In the end, either the Queen threw away 66 years of being the epitome of the perfect head of state by dissing Donald Trump via her brooches in the most circumspect manner possible—or she put on some brooches. It may not be proof, but burdens of proof still need to matter.

It wasn’t even the only anti-Trump ridicule raised in the wake of the royal visit. On Tuesday, the President said that the Queen “reviewed her honour guard for the first time in 70 years, they tell me. We walked in front of the Honor Guard and that was very inspiring to see and be with her.” On first read, it’s easy to discount as yet another fantastical Trump boast. There is no doubt the Queen has inspected countless guards of honour, in Britain and abroad, during her time as princess and then monarch.
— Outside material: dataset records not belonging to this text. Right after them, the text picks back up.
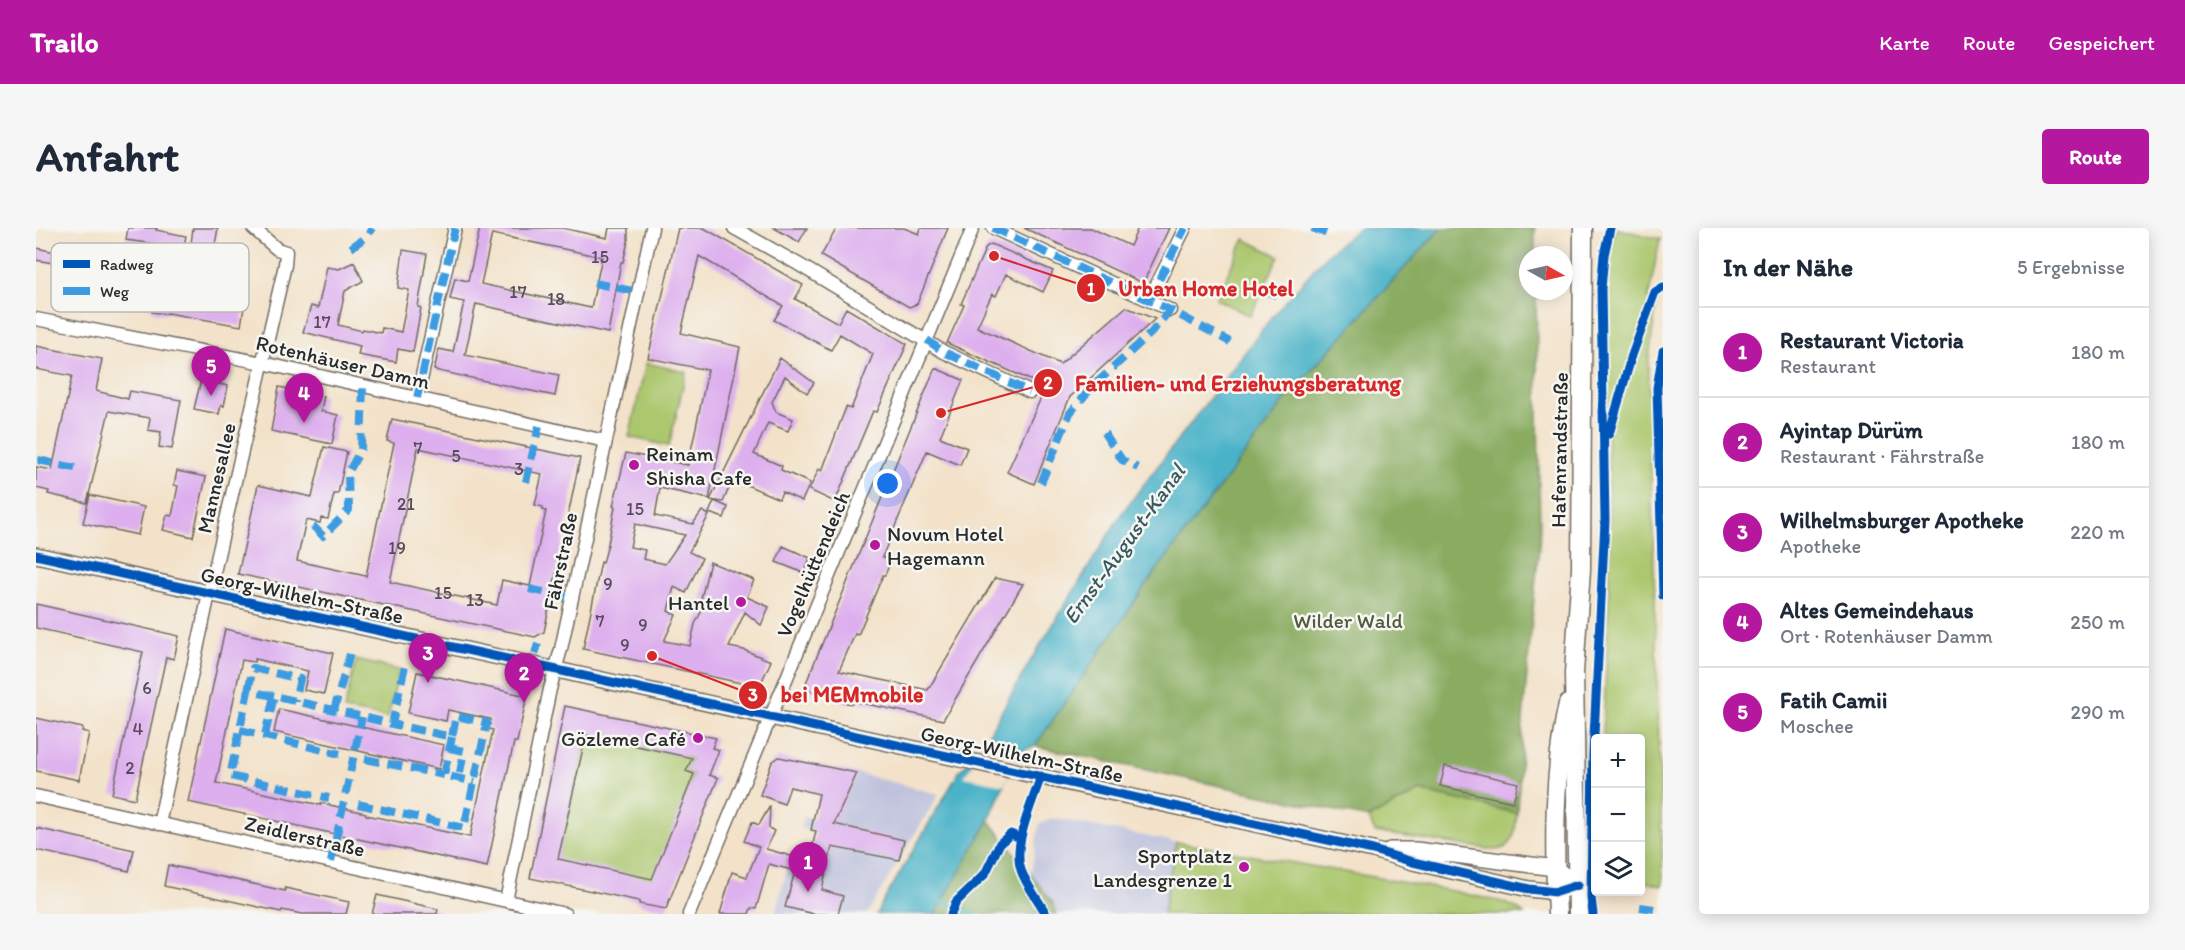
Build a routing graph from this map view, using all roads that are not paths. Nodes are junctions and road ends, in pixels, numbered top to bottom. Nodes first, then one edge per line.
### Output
1 (253, 228) edge
2 (455, 228) edge
3 (652, 228) edge
4 (734, 228) edge
5 (973, 228) edge
6 (993, 228) edge
7 (1185, 228) edge
8 (1582, 228) edge
9 (1149, 300) junction
10 (1170, 310) dead end
11 (36, 319) edge
12 (927, 340) junction
13 (263, 363) junction
14 (1030, 392) dead end
15 (417, 398) junction
16 (605, 441) junction
17 (36, 555) edge
18 (209, 594) junction
19 (556, 669) junction
20 (1574, 673) junction
21 (770, 716) junction
22 (36, 796) edge
23 (159, 824) junction
24 (1373, 850) junction
25 (1555, 868) junction
26 (1578, 885) junction
27 (1556, 892) junction
28 (506, 901) junction
29 (565, 914) edge
30 (688, 914) edge
31 (1557, 914) edge
32 (1578, 914) edge

1 - 13 street, Mannesallee
2 - 15 street
3 - 16 street, Fährstraße
4 - 12 street
5 - 12 street, Vogelhüttendeich
6 - 9 street
7 - 9 street
8 - 20 main road, Hafenrandstraße
9 - 10 street
11 - 13 street, Rotenhäuser Damm
12 - 14 street
12 - 21 street, Vogelhüttendeich
13 - 15 street, Rotenhäuser Damm
13 - 18 street, Mannesallee
15 - 16 street, Rotenhäuser Damm
16 - 19 street, Fährstraße
17 - 18 street, Georg-Wilhelm-Straße
18 - 19 street, Georg-Wilhelm-Straße
18 - 23 street, Mannesallee
19 - 21 street, Georg-Wilhelm-Straße
19 - 28 street, Fährstraße
20 - 25 main road, Hafenrandstraße
20 - 26 main road, Hafenrandstraße
21 - 24 street, Georg-Wilhelm-Straße
21 - 30 street, Vogelhüttendeich
22 - 23 street, Zeidlerstraße
23 - 28 street, Zeidlerstraße
24 - 25 street, Georg-Wilhelm-Straße
24 - 27 street, Georg-Wilhelm-Straße
25 - 26 street
25 - 27 main road, Hafenrandstraße
26 - 27 street, Georg-Wilhelm-Straße
26 - 32 main road, Hafenrandstraße
27 - 31 main road, Hafenrandstraße
28 - 29 street, Zeidlerstraße

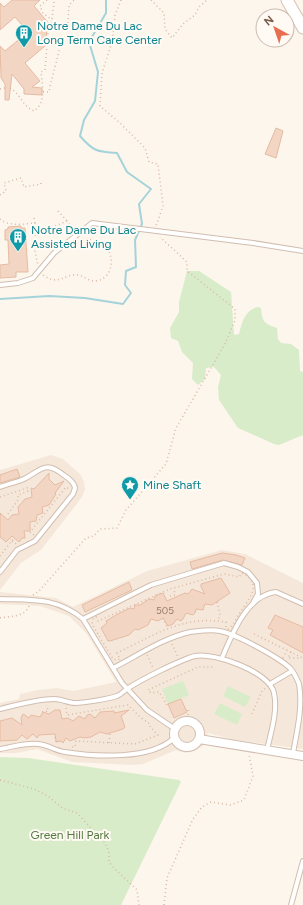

His comments were widely mocked: predictable headlines emerged that “Trump falsely claims Queen inspected guard of honour for first time in 70 years because of his visit,” while Trump critic and Atlantic senior editor David Frum called it “an especially weird and pointless Trump untruth.”

Except that the inspection with Trump at Windsor Castle actually was different—perhaps even unique.

For decades upon decades, the protocol was set: when heads of state inspected a guard of honour in Britain, the Queen stayed on the reviewing dais and her husband, Prince Philip, accompanied the head of state as that leader inspected (or reviewed) the guard of honour by walking down the row of soldiers standing at attention. Philip did it for decades, including for King Felipe of Spain in 2017 and for Barack Obama in 2011. But Prince Philip retired from royal duties last year.

Since then, there’s been no guard of honour for a foreign head of state to inspect. So, when it came time for Trump to inspect a guard of honour in Britain, it was the Queen herself who left the dais and escorted the American president as he walked down the line of Coldstream Guards standing at attention.

I’ve scanned royal reference books, asked at least three royal experts both in Canada and Britain and none of us can recall an instance when the Queen walked beside a foreign head of state as that leader inspects a guard of honour in Britain. We’ve gone back many, many years of her long reign and can find no other example of such an instance. That seems to be what Donald Trump is referring to, albeit in a clumsily worded way. And indeed, if it was the first time, then the Queen would most certainly have mentioned it to him while they had tea at Windsor Castle. Would Trump have understood and remembered her precise phrasing—that she was escorting another head of state—in order to repeat the claim absolutely correctly? Unlikely. It is an badly phrased boast. But if I’ve interpreted it correctly—and I’m confident I have—then it is factually correct.

Yes, Donald Trump is known for his verbose dishonesty. Daniel Dale, the Washington correspondent for the Toronto Star, has tracked his falsehoods and outright lies, and there are a lot of them: 1655 in 500 days, or 3.3 per day, as of early June. It is reasonable to jump on him when he, the most powerful politician in the world, assaults the truth. But that doesn’t make it acceptable for anyone else to assault it either when he isn’t lying. Doing so would be to live in his world.

CORRECTION, Jul. 19, 2018: The original version of this post incorrectly identified Charlotte Clymer as a member of Hillary Clinton’s communications team. She is part of the Human Rights Campaign communication team. Maclean’s regrets the error.